*** Opening of RECORD EXTRACTS ***

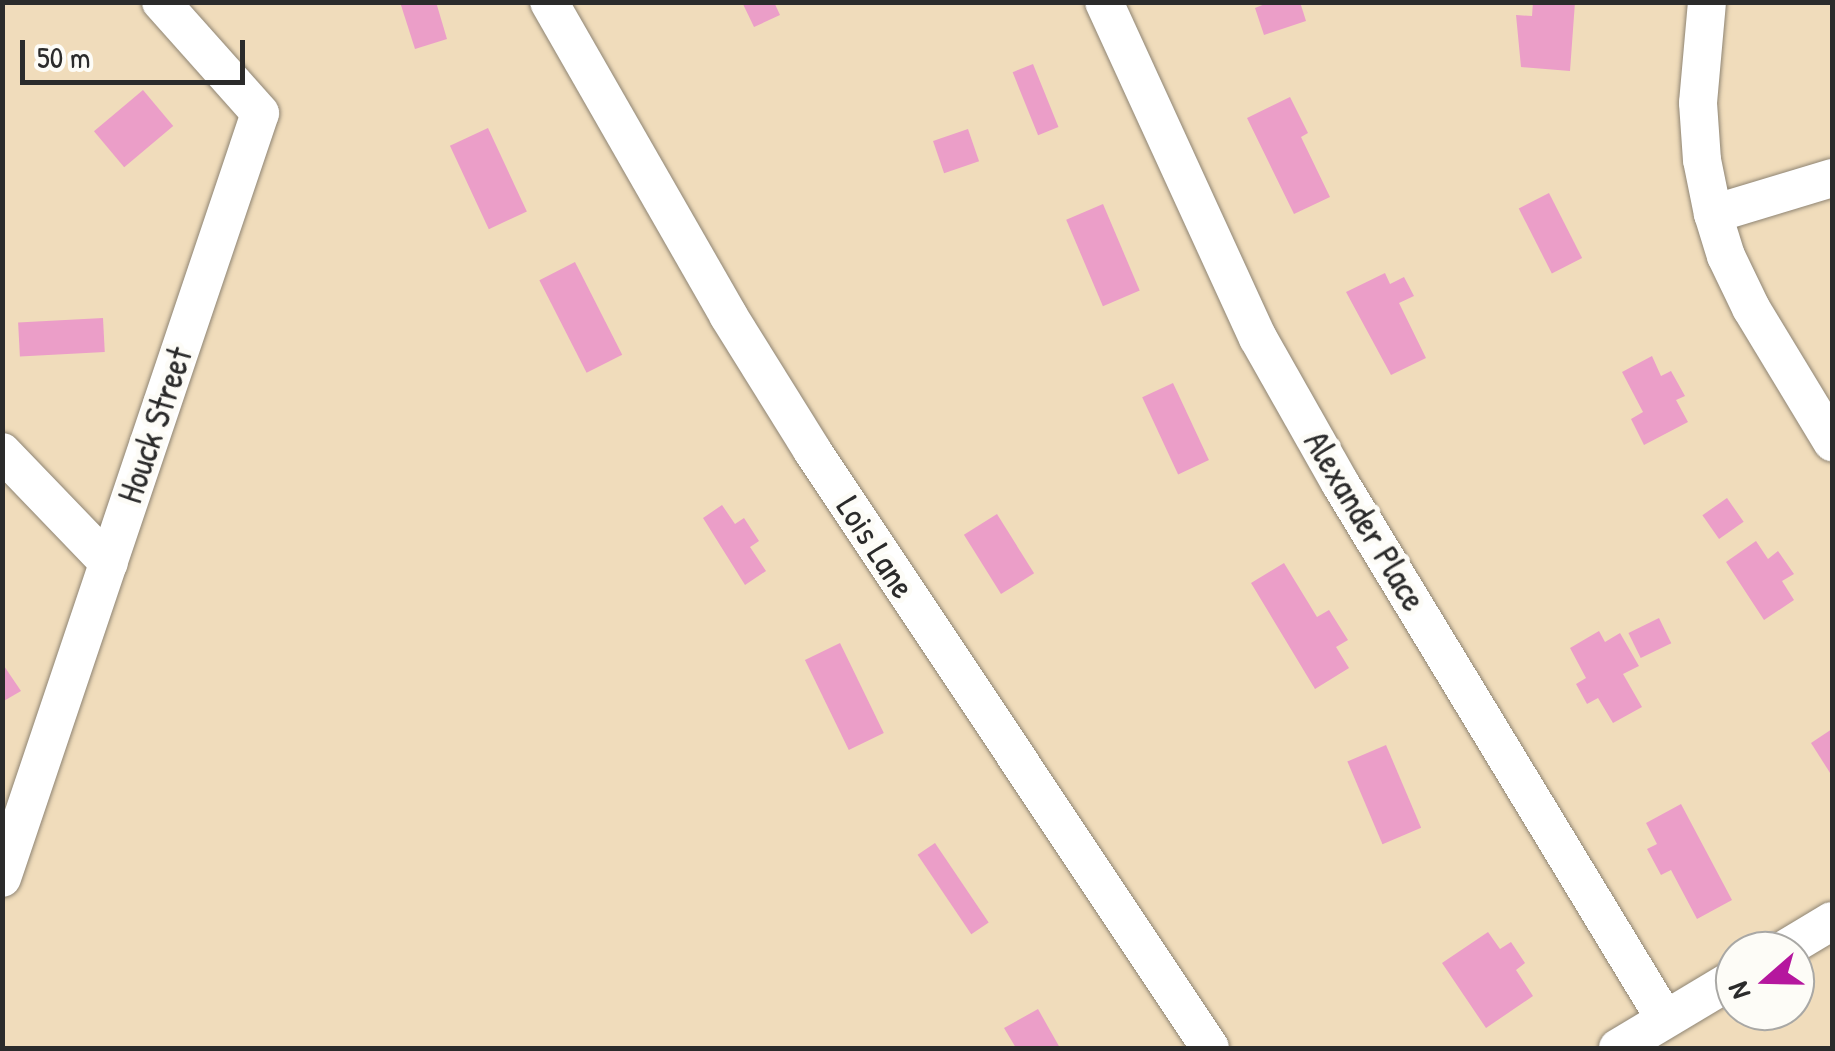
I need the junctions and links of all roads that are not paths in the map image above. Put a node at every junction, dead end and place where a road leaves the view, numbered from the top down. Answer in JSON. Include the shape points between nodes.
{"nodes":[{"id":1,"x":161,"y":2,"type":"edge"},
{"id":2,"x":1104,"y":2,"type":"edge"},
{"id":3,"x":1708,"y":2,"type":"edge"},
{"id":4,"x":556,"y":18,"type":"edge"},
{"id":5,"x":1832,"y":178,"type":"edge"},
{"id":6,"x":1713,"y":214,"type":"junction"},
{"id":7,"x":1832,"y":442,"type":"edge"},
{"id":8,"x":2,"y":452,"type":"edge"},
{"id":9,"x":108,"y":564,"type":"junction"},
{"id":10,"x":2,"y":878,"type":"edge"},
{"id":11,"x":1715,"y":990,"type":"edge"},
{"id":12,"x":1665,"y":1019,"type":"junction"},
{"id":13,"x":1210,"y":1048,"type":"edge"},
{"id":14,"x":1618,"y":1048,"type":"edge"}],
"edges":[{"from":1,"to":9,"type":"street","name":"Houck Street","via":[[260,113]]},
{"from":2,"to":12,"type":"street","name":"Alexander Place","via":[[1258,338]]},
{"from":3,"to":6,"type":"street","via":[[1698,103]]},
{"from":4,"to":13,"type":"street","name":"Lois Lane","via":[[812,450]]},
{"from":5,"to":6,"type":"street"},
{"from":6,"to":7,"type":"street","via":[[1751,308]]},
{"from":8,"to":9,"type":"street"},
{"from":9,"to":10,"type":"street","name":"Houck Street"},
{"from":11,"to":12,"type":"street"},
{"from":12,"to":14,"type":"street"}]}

*** Close of RECORD EXTRACTS ***

Retype the listing above exactly as it appears, omitting the pictures.

I need the junctions and links of all roads that are not paths in the map image above. Put a node at every junction, dead end and place where a road leaves the view, numbered from the top down. Answer in JSON. Include the shape points between nodes.
{"nodes":[{"id":1,"x":161,"y":2,"type":"edge"},
{"id":2,"x":1104,"y":2,"type":"edge"},
{"id":3,"x":1708,"y":2,"type":"edge"},
{"id":4,"x":556,"y":18,"type":"edge"},
{"id":5,"x":1832,"y":178,"type":"edge"},
{"id":6,"x":1713,"y":214,"type":"junction"},
{"id":7,"x":1832,"y":442,"type":"edge"},
{"id":8,"x":2,"y":452,"type":"edge"},
{"id":9,"x":108,"y":564,"type":"junction"},
{"id":10,"x":2,"y":878,"type":"edge"},
{"id":11,"x":1715,"y":990,"type":"edge"},
{"id":12,"x":1665,"y":1019,"type":"junction"},
{"id":13,"x":1210,"y":1048,"type":"edge"},
{"id":14,"x":1618,"y":1048,"type":"edge"}],
"edges":[{"from":1,"to":9,"type":"street","name":"Houck Street","via":[[260,113]]},
{"from":2,"to":12,"type":"street","name":"Alexander Place","via":[[1258,338]]},
{"from":3,"to":6,"type":"street","via":[[1698,103]]},
{"from":4,"to":13,"type":"street","name":"Lois Lane","via":[[812,450]]},
{"from":5,"to":6,"type":"street"},
{"from":6,"to":7,"type":"street","via":[[1751,308]]},
{"from":8,"to":9,"type":"street"},
{"from":9,"to":10,"type":"street","name":"Houck Street"},
{"from":11,"to":12,"type":"street"},
{"from":12,"to":14,"type":"street"}]}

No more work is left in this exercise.